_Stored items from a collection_
-------

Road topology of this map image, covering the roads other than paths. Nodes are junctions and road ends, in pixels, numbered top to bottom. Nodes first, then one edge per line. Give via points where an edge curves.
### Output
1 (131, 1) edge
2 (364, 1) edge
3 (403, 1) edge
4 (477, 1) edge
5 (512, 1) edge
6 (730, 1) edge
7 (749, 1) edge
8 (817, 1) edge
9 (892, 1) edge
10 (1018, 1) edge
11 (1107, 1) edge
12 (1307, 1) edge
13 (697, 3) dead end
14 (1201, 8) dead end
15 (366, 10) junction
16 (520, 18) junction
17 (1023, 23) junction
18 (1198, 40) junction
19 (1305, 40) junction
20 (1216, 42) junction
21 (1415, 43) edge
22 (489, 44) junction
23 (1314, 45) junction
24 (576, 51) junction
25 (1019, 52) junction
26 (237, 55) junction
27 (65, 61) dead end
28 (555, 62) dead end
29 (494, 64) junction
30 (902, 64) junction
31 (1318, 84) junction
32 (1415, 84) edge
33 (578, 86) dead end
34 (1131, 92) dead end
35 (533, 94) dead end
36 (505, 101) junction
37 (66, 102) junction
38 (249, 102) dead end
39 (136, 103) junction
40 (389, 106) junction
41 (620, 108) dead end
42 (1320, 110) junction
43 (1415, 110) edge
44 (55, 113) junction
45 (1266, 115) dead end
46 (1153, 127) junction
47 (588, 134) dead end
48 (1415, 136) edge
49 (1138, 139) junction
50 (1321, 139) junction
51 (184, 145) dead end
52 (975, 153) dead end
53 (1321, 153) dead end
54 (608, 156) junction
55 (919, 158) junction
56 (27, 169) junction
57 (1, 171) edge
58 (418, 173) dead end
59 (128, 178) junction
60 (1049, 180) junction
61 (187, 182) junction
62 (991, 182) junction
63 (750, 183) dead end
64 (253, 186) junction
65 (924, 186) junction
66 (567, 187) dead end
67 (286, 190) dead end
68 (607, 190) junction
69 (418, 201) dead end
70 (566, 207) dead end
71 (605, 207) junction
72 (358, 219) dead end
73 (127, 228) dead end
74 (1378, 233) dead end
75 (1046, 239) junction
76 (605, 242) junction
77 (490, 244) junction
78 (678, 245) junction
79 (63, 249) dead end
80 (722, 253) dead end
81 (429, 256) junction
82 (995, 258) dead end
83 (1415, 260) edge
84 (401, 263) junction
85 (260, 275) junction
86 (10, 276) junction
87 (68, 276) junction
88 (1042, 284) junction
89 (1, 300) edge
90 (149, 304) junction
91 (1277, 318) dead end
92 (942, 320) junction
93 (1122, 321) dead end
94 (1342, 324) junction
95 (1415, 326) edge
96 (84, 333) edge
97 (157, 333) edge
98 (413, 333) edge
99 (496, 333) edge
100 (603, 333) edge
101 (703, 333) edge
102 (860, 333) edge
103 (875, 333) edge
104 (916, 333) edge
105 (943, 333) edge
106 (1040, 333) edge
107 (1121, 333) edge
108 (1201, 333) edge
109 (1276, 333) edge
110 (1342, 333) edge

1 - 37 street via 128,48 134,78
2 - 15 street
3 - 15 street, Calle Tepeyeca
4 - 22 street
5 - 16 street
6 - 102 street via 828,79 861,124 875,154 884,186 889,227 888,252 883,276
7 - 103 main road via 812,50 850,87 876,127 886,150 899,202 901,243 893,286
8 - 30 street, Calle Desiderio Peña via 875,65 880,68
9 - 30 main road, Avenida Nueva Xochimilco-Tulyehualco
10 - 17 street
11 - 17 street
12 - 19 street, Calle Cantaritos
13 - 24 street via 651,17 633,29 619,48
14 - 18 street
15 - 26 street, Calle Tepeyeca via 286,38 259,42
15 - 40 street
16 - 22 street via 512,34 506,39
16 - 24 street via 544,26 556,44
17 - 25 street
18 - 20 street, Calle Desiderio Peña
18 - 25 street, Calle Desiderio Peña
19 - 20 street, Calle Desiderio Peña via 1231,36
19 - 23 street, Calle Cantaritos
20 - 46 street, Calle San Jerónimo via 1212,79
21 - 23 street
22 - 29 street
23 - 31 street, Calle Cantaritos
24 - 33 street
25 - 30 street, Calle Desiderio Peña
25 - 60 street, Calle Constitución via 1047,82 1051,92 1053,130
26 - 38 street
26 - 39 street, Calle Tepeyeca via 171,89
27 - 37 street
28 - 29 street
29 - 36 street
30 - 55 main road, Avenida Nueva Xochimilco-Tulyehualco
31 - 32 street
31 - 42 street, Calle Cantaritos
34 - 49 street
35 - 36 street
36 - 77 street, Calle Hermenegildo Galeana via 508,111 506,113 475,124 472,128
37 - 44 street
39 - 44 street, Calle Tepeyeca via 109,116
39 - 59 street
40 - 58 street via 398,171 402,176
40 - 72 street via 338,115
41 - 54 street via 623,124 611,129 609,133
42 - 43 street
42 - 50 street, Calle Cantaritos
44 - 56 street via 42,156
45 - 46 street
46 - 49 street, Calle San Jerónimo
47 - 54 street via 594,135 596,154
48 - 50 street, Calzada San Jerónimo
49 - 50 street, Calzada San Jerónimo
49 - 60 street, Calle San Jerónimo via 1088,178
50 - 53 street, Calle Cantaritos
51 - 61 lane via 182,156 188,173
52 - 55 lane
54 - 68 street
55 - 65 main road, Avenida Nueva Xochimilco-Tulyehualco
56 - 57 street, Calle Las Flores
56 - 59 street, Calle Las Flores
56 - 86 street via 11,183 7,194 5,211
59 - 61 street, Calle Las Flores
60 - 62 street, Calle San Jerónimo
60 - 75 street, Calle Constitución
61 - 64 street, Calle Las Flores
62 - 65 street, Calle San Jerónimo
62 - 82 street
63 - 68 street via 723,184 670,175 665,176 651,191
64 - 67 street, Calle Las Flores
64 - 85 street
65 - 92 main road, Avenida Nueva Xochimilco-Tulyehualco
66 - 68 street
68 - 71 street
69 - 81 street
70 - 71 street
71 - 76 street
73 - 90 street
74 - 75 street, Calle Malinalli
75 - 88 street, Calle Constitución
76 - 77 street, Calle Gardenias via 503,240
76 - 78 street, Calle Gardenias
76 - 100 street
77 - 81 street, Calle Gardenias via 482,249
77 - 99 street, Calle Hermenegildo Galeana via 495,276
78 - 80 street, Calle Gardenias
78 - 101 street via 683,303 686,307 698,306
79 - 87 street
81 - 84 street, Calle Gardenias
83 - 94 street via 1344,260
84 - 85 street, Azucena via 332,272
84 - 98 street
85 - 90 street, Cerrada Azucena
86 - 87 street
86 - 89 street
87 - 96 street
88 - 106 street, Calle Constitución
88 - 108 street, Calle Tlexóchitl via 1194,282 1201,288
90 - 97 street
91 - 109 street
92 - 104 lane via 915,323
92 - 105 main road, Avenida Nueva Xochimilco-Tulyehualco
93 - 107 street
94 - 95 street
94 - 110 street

-------

_Action item_
Could you repeat every record word for word?

_Written answer_
Road topology of this map image, covering the roads other than paths. Nodes are junctions and road ends, in pixels, numbered top to bottom. Nodes first, then one edge per line. Give via points where an edge curves.
### Output
1 (131, 1) edge
2 (364, 1) edge
3 (403, 1) edge
4 (477, 1) edge
5 (512, 1) edge
6 (730, 1) edge
7 (749, 1) edge
8 (817, 1) edge
9 (892, 1) edge
10 (1018, 1) edge
11 (1107, 1) edge
12 (1307, 1) edge
13 (697, 3) dead end
14 (1201, 8) dead end
15 (366, 10) junction
16 (520, 18) junction
17 (1023, 23) junction
18 (1198, 40) junction
19 (1305, 40) junction
20 (1216, 42) junction
21 (1415, 43) edge
22 (489, 44) junction
23 (1314, 45) junction
24 (576, 51) junction
25 (1019, 52) junction
26 (237, 55) junction
27 (65, 61) dead end
28 (555, 62) dead end
29 (494, 64) junction
30 (902, 64) junction
31 (1318, 84) junction
32 (1415, 84) edge
33 (578, 86) dead end
34 (1131, 92) dead end
35 (533, 94) dead end
36 (505, 101) junction
37 (66, 102) junction
38 (249, 102) dead end
39 (136, 103) junction
40 (389, 106) junction
41 (620, 108) dead end
42 (1320, 110) junction
43 (1415, 110) edge
44 (55, 113) junction
45 (1266, 115) dead end
46 (1153, 127) junction
47 (588, 134) dead end
48 (1415, 136) edge
49 (1138, 139) junction
50 (1321, 139) junction
51 (184, 145) dead end
52 (975, 153) dead end
53 (1321, 153) dead end
54 (608, 156) junction
55 (919, 158) junction
56 (27, 169) junction
57 (1, 171) edge
58 (418, 173) dead end
59 (128, 178) junction
60 (1049, 180) junction
61 (187, 182) junction
62 (991, 182) junction
63 (750, 183) dead end
64 (253, 186) junction
65 (924, 186) junction
66 (567, 187) dead end
67 (286, 190) dead end
68 (607, 190) junction
69 (418, 201) dead end
70 (566, 207) dead end
71 (605, 207) junction
72 (358, 219) dead end
73 (127, 228) dead end
74 (1378, 233) dead end
75 (1046, 239) junction
76 (605, 242) junction
77 (490, 244) junction
78 (678, 245) junction
79 (63, 249) dead end
80 (722, 253) dead end
81 (429, 256) junction
82 (995, 258) dead end
83 (1415, 260) edge
84 (401, 263) junction
85 (260, 275) junction
86 (10, 276) junction
87 (68, 276) junction
88 (1042, 284) junction
89 (1, 300) edge
90 (149, 304) junction
91 (1277, 318) dead end
92 (942, 320) junction
93 (1122, 321) dead end
94 (1342, 324) junction
95 (1415, 326) edge
96 (84, 333) edge
97 (157, 333) edge
98 (413, 333) edge
99 (496, 333) edge
100 (603, 333) edge
101 (703, 333) edge
102 (860, 333) edge
103 (875, 333) edge
104 (916, 333) edge
105 (943, 333) edge
106 (1040, 333) edge
107 (1121, 333) edge
108 (1201, 333) edge
109 (1276, 333) edge
110 (1342, 333) edge

1 - 37 street via 128,48 134,78
2 - 15 street
3 - 15 street, Calle Tepeyeca
4 - 22 street
5 - 16 street
6 - 102 street via 828,79 861,124 875,154 884,186 889,227 888,252 883,276
7 - 103 main road via 812,50 850,87 876,127 886,150 899,202 901,243 893,286
8 - 30 street, Calle Desiderio Peña via 875,65 880,68
9 - 30 main road, Avenida Nueva Xochimilco-Tulyehualco
10 - 17 street
11 - 17 street
12 - 19 street, Calle Cantaritos
13 - 24 street via 651,17 633,29 619,48
14 - 18 street
15 - 26 street, Calle Tepeyeca via 286,38 259,42
15 - 40 street
16 - 22 street via 512,34 506,39
16 - 24 street via 544,26 556,44
17 - 25 street
18 - 20 street, Calle Desiderio Peña
18 - 25 street, Calle Desiderio Peña
19 - 20 street, Calle Desiderio Peña via 1231,36
19 - 23 street, Calle Cantaritos
20 - 46 street, Calle San Jerónimo via 1212,79
21 - 23 street
22 - 29 street
23 - 31 street, Calle Cantaritos
24 - 33 street
25 - 30 street, Calle Desiderio Peña
25 - 60 street, Calle Constitución via 1047,82 1051,92 1053,130
26 - 38 street
26 - 39 street, Calle Tepeyeca via 171,89
27 - 37 street
28 - 29 street
29 - 36 street
30 - 55 main road, Avenida Nueva Xochimilco-Tulyehualco
31 - 32 street
31 - 42 street, Calle Cantaritos
34 - 49 street
35 - 36 street
36 - 77 street, Calle Hermenegildo Galeana via 508,111 506,113 475,124 472,128
37 - 44 street
39 - 44 street, Calle Tepeyeca via 109,116
39 - 59 street
40 - 58 street via 398,171 402,176
40 - 72 street via 338,115
41 - 54 street via 623,124 611,129 609,133
42 - 43 street
42 - 50 street, Calle Cantaritos
44 - 56 street via 42,156
45 - 46 street
46 - 49 street, Calle San Jerónimo
47 - 54 street via 594,135 596,154
48 - 50 street, Calzada San Jerónimo
49 - 50 street, Calzada San Jerónimo
49 - 60 street, Calle San Jerónimo via 1088,178
50 - 53 street, Calle Cantaritos
51 - 61 lane via 182,156 188,173
52 - 55 lane
54 - 68 street
55 - 65 main road, Avenida Nueva Xochimilco-Tulyehualco
56 - 57 street, Calle Las Flores
56 - 59 street, Calle Las Flores
56 - 86 street via 11,183 7,194 5,211
59 - 61 street, Calle Las Flores
60 - 62 street, Calle San Jerónimo
60 - 75 street, Calle Constitución
61 - 64 street, Calle Las Flores
62 - 65 street, Calle San Jerónimo
62 - 82 street
63 - 68 street via 723,184 670,175 665,176 651,191
64 - 67 street, Calle Las Flores
64 - 85 street
65 - 92 main road, Avenida Nueva Xochimilco-Tulyehualco
66 - 68 street
68 - 71 street
69 - 81 street
70 - 71 street
71 - 76 street
73 - 90 street
74 - 75 street, Calle Malinalli
75 - 88 street, Calle Constitución
76 - 77 street, Calle Gardenias via 503,240
76 - 78 street, Calle Gardenias
76 - 100 street
77 - 81 street, Calle Gardenias via 482,249
77 - 99 street, Calle Hermenegildo Galeana via 495,276
78 - 80 street, Calle Gardenias
78 - 101 street via 683,303 686,307 698,306
79 - 87 street
81 - 84 street, Calle Gardenias
83 - 94 street via 1344,260
84 - 85 street, Azucena via 332,272
84 - 98 street
85 - 90 street, Cerrada Azucena
86 - 87 street
86 - 89 street
87 - 96 street
88 - 106 street, Calle Constitución
88 - 108 street, Calle Tlexóchitl via 1194,282 1201,288
90 - 97 street
91 - 109 street
92 - 104 lane via 915,323
92 - 105 main road, Avenida Nueva Xochimilco-Tulyehualco
93 - 107 street
94 - 95 street
94 - 110 street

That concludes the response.